CAP reform plans threaten to reduce food production and harm the environment, an influential group of MPs has warned.
Consumers and the countryside would be hit by plans to impose extra environmental regulations on farmers across Europe, said the Environment, Food and Rural Affairs Committee. The European Commission’s “greening” proposals should be ditched, it said.
Instead, more flexible rules should be introduced that encouraged farmers in individual member states to tailor land management to local circumstances.
The House of Commons committee made the recommendation in a report on Friday (1 June). “As they currently stand, the commission’s proposals to green the CAP would hurt UK farmers, consumers and our countryside,” said committee chairman, Anne McIntosh MP.
“They will reduce food security by taking land out of production and are likely to impact badly on our environment. It’s a nonsense to think that farmers from Finland to Sicily should be tied to the same narrow prescriptive rules. One-size-fits all regulation cannot work across the range of environments found in Europe.”
Farmers across the EU must be able manage their landscapes in ways tailored to local farming methods and ecological concerns, said Ms McIntosh. “The commission’s approach will damage the natural environment and farming.”
Brussels wants 30% of direct payments to be dependent on three “greening” measures.
Farmers would be expected to place 7% of land in designated ecological focus areas, grow a diverse range of crops and refrain from ploughing up permanent grassland.
While supporting the commission’s desire to improve the environment, the committee said it rejected the approach proposed. UK agri-environment schemes already ensured that farmers provided environmental benefits and biodiversity while producing food, it said.
Measures proposed by the commission would also be more complex than the current system – adding costly bureaucracy and generating more errors in the system, it warned.
Likewise, the commission’s crop diversification measure would have perverse consequences that were far less environmentally beneficial than crop rotation in the UK.
“A requirement to retain permanent pasture is likely to have unintended negative impacts,” said Ms McIntosh.
“This measure would not only fail to deliver environmental benefit but also act as an incentive to remove environmentally important semi-natural grassland.”
The NFU and the Country Land and Business Association called on the UK government and Brussels to heed the warnings contained in the report.

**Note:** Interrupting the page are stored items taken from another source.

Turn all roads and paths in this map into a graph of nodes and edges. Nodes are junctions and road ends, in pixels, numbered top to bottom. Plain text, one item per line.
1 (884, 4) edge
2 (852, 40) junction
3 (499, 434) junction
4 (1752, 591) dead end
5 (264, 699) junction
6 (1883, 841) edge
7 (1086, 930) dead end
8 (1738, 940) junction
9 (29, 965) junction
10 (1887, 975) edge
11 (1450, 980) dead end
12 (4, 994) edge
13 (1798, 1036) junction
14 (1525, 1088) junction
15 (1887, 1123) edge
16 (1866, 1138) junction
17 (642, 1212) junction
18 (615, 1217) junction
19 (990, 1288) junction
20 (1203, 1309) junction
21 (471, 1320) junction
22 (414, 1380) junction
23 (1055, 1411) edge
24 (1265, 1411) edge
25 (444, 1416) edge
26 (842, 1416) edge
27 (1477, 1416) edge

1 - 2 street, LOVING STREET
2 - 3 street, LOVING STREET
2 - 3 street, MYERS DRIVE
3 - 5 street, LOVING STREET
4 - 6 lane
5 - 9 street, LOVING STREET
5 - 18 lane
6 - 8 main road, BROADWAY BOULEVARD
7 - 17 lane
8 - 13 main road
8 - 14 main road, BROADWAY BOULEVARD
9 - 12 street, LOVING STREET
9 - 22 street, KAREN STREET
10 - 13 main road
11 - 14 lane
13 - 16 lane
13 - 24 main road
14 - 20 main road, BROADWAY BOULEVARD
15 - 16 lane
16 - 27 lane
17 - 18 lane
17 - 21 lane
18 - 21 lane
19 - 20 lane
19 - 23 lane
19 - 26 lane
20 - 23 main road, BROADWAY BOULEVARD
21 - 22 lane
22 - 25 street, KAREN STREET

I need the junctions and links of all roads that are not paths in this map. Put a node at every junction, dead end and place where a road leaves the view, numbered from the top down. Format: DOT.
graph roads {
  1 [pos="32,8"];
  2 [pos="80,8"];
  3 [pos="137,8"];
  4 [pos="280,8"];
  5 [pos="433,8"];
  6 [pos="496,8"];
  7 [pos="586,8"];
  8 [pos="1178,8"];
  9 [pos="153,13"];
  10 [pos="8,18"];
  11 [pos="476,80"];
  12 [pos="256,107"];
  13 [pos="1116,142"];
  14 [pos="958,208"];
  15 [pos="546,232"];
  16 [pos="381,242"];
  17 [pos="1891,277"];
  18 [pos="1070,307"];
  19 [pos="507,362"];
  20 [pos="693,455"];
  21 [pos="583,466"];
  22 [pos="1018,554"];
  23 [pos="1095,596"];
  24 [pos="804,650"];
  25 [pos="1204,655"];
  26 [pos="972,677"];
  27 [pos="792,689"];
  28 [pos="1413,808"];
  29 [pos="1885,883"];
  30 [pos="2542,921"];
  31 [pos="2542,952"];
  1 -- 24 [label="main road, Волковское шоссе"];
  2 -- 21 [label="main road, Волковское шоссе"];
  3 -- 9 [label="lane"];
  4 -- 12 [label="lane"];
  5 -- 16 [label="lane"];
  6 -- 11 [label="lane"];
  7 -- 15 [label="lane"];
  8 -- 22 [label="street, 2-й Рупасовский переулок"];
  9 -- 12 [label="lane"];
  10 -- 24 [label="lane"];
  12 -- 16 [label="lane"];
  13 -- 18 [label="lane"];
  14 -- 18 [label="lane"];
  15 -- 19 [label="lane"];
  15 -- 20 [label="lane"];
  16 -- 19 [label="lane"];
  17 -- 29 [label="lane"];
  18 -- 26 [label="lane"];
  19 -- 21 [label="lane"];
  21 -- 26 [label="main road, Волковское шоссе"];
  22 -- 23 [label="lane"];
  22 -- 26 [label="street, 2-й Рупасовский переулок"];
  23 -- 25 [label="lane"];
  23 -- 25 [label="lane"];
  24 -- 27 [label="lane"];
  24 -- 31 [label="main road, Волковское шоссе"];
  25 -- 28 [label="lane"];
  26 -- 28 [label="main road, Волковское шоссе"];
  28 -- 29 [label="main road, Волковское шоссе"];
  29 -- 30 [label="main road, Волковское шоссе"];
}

CLA president Harry Cottterell said: “The competitiveness of UK farmers will be significantly impacted by the commission’s greening plans if they were to go ahead as are currently proposed.
“We also agree that Defra must not seek to gold plate any greening measures by applying higher conditions on farmers in this country.”
The report also recommends that DEFRA should not set modulation rates higher than other member states that receive similar single farm payment rates.
NFU president Peter Kendall said: “It is incredibly frustrating when we hear that Defra negotiators are arguing for ways to increase the amount of money that can be transferred from the direct payments envelope purely on a national basis.
“We hope that DEFRA takes heed of this finding and rather than expending negotiating capital arguing for the right to cut payments at the national level, that instead it focusses attention on securing a better allocation of rural development money from Brussels. To do otherwise certainly would not be fair to farmers.”
The European Commission said it agreed that the UK had a number of success stories in addressing environmental issues through voluntary agri-environmental schemes.
But commission agriculture spokesman Roger Waite said the key point about greening was that all EU farmers should do more for the environment.
“The only way of having this effect en masse is if we apply these so-called “Greening” rules to the system of direct payments that all EU famers receive. This will raise the baseline for the environmental public goods provided by EU farmers.”
Mr Waite said the greening proposals were a key response to opinion polls showing that the public wanted the EU to do more for the environment.
“The commissioner has already made clear that there will be room to take account of existing schemes because we do not want to penalise the champions,” said Mr Waite. “We want to bring others up to higher standards.”
DEFRA is expected to respond to the report later.